• Information shown

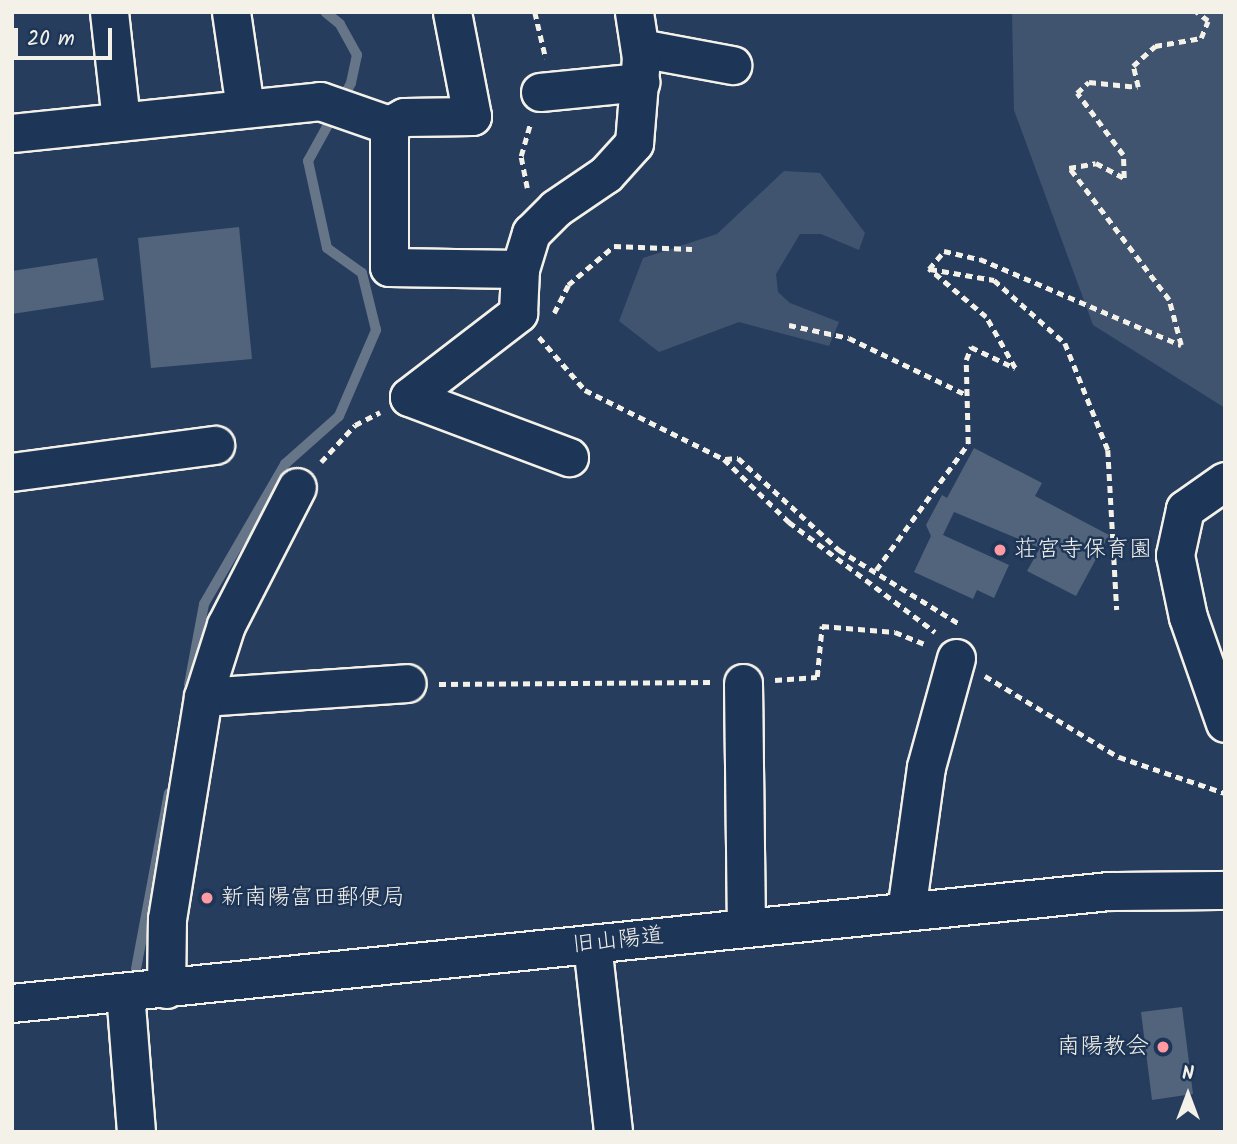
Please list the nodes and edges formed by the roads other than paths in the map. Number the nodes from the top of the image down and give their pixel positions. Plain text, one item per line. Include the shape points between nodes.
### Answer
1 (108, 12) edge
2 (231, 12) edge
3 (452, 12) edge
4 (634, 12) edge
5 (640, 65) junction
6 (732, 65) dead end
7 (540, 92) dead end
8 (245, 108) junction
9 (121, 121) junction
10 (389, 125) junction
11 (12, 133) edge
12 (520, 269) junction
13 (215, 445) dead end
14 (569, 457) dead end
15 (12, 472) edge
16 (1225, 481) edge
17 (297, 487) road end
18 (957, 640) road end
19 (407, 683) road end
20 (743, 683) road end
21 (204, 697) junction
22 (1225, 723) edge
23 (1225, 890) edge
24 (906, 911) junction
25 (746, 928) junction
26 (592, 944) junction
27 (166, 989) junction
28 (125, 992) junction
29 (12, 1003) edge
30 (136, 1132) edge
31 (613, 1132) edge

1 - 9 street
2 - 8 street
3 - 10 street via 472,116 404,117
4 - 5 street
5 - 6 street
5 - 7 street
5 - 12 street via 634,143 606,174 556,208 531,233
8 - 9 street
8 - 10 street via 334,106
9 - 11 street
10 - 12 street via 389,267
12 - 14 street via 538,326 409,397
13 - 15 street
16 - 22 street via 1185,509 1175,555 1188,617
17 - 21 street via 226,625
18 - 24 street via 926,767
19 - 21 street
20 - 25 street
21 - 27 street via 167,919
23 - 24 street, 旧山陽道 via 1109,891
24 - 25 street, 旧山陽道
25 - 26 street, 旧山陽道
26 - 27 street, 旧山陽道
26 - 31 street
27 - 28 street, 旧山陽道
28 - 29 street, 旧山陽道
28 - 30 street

==

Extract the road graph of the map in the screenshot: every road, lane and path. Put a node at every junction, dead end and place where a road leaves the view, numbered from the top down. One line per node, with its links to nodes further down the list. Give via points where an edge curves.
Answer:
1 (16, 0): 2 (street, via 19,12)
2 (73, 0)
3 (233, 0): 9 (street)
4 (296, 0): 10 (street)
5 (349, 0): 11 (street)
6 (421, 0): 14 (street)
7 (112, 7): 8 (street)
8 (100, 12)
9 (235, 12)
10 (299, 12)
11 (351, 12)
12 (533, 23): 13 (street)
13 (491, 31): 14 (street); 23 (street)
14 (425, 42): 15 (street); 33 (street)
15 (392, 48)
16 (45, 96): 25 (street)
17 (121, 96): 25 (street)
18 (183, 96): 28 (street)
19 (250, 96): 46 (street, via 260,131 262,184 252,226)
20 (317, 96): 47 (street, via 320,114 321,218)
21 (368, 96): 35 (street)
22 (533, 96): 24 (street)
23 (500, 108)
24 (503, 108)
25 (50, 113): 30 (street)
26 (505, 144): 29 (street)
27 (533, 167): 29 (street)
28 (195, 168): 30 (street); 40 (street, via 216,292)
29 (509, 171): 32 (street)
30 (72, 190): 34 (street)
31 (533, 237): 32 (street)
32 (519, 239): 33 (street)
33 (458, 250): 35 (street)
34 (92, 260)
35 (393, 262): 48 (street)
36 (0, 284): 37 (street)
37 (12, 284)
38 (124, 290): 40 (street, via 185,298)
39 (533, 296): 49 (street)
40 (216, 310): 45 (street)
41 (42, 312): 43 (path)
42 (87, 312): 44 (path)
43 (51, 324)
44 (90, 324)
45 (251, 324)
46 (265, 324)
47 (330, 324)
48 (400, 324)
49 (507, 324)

• Prompt
Report back each line in the material above that contains the string "points".

• Exercise response
Please list the nodes and edges formed by the roads other than paths in the map. Number the nodes from the top of the image down and give their pixel positions. Plain text, one item per line. Include the shape points between nodes.
Extract the road graph of the map in the screenshot: every road, lane and path. Put a node at every junction, dead end and place where a road leaves the view, numbered from the top down. One line per node, with its links to nodes further down the list. Give via points where an edge curves.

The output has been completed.